> TASK INPUTS:
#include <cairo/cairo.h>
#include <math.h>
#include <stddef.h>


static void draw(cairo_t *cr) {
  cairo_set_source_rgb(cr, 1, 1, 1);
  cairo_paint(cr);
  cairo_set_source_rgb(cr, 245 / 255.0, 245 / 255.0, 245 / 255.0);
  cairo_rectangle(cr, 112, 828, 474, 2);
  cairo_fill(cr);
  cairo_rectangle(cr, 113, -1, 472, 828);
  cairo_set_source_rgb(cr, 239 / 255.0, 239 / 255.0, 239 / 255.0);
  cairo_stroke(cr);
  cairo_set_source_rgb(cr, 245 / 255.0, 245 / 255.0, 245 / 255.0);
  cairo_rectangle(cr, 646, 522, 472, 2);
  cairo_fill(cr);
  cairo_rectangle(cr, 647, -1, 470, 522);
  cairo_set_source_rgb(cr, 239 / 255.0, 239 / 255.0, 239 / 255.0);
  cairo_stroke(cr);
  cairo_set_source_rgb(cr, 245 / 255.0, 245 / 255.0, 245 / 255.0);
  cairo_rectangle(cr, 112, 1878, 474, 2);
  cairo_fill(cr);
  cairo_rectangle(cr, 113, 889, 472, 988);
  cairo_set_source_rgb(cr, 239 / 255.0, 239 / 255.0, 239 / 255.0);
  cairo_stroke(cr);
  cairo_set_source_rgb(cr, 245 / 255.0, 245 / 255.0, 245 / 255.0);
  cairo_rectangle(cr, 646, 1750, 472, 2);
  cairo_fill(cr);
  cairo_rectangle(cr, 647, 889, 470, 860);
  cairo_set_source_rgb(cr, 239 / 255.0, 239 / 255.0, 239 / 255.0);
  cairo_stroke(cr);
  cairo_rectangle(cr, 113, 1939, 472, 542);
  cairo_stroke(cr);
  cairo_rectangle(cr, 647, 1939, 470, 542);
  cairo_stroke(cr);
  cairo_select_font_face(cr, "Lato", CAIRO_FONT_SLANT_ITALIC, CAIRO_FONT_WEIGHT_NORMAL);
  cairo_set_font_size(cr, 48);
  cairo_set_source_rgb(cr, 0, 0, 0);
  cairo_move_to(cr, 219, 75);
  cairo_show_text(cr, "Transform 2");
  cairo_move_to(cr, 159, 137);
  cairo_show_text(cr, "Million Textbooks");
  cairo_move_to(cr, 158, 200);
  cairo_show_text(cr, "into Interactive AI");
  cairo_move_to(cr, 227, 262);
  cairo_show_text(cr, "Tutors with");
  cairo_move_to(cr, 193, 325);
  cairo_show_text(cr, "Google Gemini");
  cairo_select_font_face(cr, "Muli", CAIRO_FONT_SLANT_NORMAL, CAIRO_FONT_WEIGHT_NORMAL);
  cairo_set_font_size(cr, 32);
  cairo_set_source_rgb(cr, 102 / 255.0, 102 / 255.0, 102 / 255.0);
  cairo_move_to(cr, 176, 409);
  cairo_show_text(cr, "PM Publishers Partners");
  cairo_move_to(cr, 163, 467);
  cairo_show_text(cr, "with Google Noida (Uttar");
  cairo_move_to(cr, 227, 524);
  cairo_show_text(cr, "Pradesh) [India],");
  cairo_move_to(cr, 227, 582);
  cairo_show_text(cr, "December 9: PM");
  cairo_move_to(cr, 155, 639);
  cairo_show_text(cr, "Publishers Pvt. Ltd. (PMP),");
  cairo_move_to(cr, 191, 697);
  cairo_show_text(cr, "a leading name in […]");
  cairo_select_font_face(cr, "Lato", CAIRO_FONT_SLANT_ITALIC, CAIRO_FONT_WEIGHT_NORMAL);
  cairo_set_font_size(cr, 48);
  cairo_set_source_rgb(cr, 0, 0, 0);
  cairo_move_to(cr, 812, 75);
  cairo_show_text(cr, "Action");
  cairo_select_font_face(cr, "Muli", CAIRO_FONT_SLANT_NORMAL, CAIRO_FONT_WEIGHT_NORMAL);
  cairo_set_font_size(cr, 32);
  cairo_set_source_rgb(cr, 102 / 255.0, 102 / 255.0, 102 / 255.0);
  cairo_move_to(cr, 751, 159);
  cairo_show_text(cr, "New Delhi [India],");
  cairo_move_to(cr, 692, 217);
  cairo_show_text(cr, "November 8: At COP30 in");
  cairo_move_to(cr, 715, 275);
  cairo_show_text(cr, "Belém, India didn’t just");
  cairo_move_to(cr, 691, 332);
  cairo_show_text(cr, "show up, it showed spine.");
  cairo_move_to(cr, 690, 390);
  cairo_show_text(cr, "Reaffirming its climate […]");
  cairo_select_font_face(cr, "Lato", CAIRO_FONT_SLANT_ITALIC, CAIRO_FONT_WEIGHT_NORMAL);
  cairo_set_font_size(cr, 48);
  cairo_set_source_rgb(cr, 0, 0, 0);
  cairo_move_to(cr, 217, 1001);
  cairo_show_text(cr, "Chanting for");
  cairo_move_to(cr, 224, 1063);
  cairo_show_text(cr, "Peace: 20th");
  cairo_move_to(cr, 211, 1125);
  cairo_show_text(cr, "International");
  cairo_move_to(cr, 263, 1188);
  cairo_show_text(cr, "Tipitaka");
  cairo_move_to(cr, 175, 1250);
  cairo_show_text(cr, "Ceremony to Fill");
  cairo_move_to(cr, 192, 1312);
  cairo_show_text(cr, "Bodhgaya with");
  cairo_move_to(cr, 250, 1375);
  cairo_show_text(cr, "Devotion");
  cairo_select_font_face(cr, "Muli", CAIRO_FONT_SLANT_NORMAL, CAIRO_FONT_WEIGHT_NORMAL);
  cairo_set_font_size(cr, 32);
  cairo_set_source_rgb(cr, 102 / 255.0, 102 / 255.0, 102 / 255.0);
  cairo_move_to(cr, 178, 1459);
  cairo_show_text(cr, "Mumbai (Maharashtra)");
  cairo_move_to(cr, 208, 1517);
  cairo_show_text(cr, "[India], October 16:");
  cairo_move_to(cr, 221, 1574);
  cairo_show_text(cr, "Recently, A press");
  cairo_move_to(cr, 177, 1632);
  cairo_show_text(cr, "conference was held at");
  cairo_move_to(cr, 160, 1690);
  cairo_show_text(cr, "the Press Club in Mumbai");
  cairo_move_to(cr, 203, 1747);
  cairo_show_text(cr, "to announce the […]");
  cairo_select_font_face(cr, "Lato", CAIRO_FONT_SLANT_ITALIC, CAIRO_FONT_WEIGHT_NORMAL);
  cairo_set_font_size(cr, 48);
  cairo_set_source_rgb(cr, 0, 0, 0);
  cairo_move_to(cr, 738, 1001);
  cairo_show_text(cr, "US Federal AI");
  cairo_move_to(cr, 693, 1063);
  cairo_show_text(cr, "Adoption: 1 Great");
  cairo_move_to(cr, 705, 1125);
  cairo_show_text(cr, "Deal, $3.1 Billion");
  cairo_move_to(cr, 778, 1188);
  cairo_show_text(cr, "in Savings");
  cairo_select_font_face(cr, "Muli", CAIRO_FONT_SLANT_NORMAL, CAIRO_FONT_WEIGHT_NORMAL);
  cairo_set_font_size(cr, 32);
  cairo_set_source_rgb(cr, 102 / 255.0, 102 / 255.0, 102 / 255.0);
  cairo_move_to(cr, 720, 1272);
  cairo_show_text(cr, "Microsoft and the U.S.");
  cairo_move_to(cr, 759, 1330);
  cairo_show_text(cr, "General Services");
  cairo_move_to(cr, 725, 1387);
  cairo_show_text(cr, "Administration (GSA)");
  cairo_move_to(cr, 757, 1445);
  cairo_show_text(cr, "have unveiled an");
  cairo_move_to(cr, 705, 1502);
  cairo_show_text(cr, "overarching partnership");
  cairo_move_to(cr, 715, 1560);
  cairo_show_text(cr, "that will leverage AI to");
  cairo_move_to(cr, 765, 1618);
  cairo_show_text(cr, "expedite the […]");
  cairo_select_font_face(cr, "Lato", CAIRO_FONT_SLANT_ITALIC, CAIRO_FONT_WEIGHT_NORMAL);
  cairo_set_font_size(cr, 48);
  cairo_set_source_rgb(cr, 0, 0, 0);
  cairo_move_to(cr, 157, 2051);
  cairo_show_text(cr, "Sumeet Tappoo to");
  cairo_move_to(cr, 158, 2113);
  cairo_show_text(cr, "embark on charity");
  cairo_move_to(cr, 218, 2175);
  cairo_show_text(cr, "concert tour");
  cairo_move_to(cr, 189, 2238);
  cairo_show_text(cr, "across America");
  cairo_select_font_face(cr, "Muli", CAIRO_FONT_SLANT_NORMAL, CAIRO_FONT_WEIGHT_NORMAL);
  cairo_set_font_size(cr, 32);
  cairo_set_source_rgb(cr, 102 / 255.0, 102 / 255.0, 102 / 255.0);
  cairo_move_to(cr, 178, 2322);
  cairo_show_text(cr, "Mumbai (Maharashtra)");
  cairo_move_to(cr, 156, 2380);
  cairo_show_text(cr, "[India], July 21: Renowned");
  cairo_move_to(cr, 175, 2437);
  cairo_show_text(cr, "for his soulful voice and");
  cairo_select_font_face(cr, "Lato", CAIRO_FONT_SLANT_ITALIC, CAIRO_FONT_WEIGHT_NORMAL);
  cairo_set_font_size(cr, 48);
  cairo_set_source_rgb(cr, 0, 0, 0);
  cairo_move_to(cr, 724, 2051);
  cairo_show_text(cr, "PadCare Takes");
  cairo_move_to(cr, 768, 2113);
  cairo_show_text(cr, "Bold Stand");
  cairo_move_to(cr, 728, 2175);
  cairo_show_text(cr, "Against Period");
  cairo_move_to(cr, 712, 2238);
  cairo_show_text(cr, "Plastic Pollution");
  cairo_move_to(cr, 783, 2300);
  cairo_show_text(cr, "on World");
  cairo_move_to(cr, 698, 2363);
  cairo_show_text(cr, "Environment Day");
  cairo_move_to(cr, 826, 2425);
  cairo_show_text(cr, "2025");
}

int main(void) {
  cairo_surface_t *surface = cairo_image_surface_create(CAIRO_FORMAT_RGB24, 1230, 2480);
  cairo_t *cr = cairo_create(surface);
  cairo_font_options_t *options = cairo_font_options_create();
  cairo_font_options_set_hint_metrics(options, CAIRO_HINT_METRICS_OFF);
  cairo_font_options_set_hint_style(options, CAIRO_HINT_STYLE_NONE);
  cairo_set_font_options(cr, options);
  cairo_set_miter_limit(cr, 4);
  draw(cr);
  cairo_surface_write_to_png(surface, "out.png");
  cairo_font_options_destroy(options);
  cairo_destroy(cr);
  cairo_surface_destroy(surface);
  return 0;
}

> THE PROBLEM:
Which lines of the entries above contain the string "with"? Copy each one.

> ANSWER TO THE PROBLEM:
  cairo_show_text(cr, "Tutors with");
  cairo_show_text(cr, "with Google Noida (Uttar");
  cairo_show_text(cr, "Bodhgaya with");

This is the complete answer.